Task to carry out: Every line containing the word "roads" must be pulled from the records.

Source data:
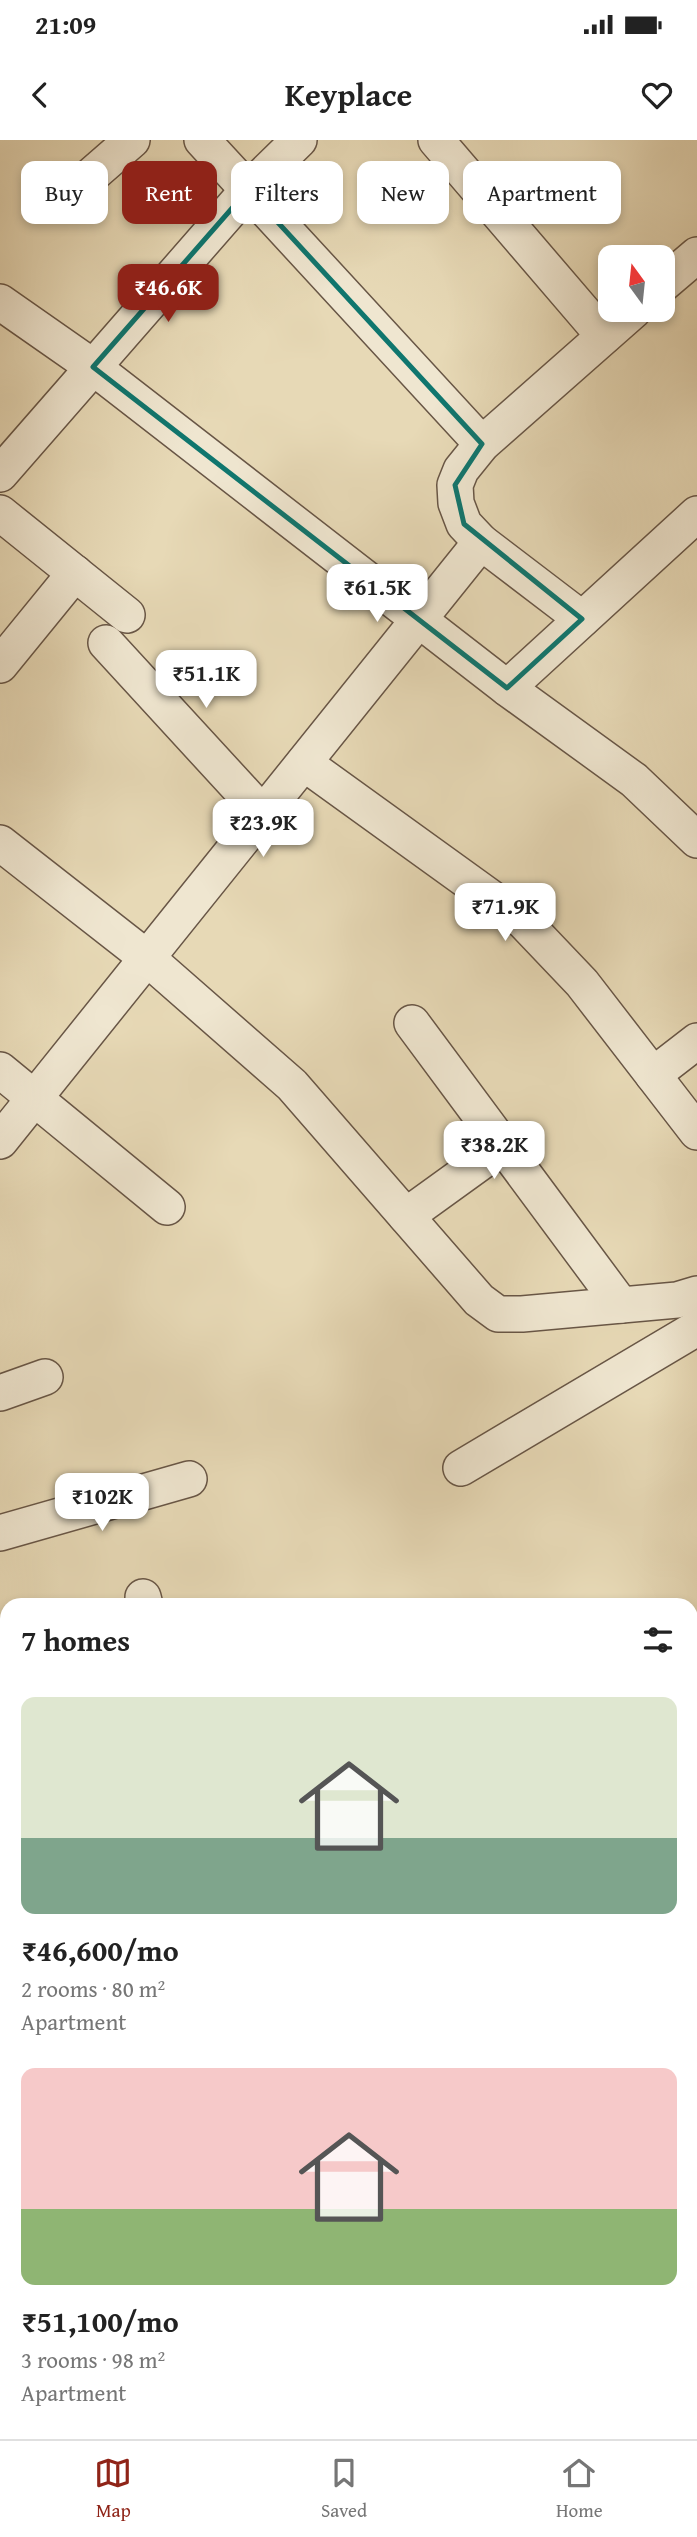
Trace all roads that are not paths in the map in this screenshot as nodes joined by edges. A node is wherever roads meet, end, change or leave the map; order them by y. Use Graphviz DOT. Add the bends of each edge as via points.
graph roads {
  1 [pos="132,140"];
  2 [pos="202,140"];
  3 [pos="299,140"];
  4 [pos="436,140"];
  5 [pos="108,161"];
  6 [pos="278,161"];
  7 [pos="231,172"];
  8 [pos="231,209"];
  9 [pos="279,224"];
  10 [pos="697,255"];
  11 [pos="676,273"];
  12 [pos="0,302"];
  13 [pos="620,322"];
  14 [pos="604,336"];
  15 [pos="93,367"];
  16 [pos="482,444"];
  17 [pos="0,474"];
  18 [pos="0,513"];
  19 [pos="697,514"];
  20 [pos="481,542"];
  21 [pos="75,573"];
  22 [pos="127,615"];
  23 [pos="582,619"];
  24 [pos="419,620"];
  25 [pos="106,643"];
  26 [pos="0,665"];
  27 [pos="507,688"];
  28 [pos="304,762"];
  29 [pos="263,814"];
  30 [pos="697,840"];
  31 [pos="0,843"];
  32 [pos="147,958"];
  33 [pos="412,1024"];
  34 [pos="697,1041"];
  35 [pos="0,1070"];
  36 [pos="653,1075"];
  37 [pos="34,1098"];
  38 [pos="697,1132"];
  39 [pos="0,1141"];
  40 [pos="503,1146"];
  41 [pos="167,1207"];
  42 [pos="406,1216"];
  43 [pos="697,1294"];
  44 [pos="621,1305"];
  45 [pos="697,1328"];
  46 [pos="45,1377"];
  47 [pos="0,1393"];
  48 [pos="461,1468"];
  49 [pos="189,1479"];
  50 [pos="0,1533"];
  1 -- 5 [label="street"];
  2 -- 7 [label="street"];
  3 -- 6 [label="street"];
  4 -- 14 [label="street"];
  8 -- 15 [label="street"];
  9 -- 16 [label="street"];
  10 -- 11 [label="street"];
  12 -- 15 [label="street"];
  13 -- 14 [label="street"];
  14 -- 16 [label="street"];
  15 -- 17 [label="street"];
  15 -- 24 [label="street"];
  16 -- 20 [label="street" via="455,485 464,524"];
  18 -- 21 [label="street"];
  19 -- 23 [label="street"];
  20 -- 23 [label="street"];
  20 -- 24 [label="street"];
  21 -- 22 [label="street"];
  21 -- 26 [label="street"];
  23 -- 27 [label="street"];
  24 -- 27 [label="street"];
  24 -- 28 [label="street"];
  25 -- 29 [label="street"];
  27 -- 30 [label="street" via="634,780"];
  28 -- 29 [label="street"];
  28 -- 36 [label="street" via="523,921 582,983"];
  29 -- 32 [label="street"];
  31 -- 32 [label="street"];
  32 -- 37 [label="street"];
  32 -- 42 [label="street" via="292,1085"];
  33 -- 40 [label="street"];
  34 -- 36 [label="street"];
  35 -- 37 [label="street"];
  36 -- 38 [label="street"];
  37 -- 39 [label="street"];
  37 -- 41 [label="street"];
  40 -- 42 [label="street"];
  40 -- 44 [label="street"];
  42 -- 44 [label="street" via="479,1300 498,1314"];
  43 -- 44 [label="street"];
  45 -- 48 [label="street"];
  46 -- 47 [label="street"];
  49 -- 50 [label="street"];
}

Task output:
Trace all roads that are not paths in the map in this screenshot as nodes joined by edges. A node is wherever roads meet, end, change or leave the map; order them by y. Use Graphviz DOT. Add the bends of each edge as via points.
graph roads {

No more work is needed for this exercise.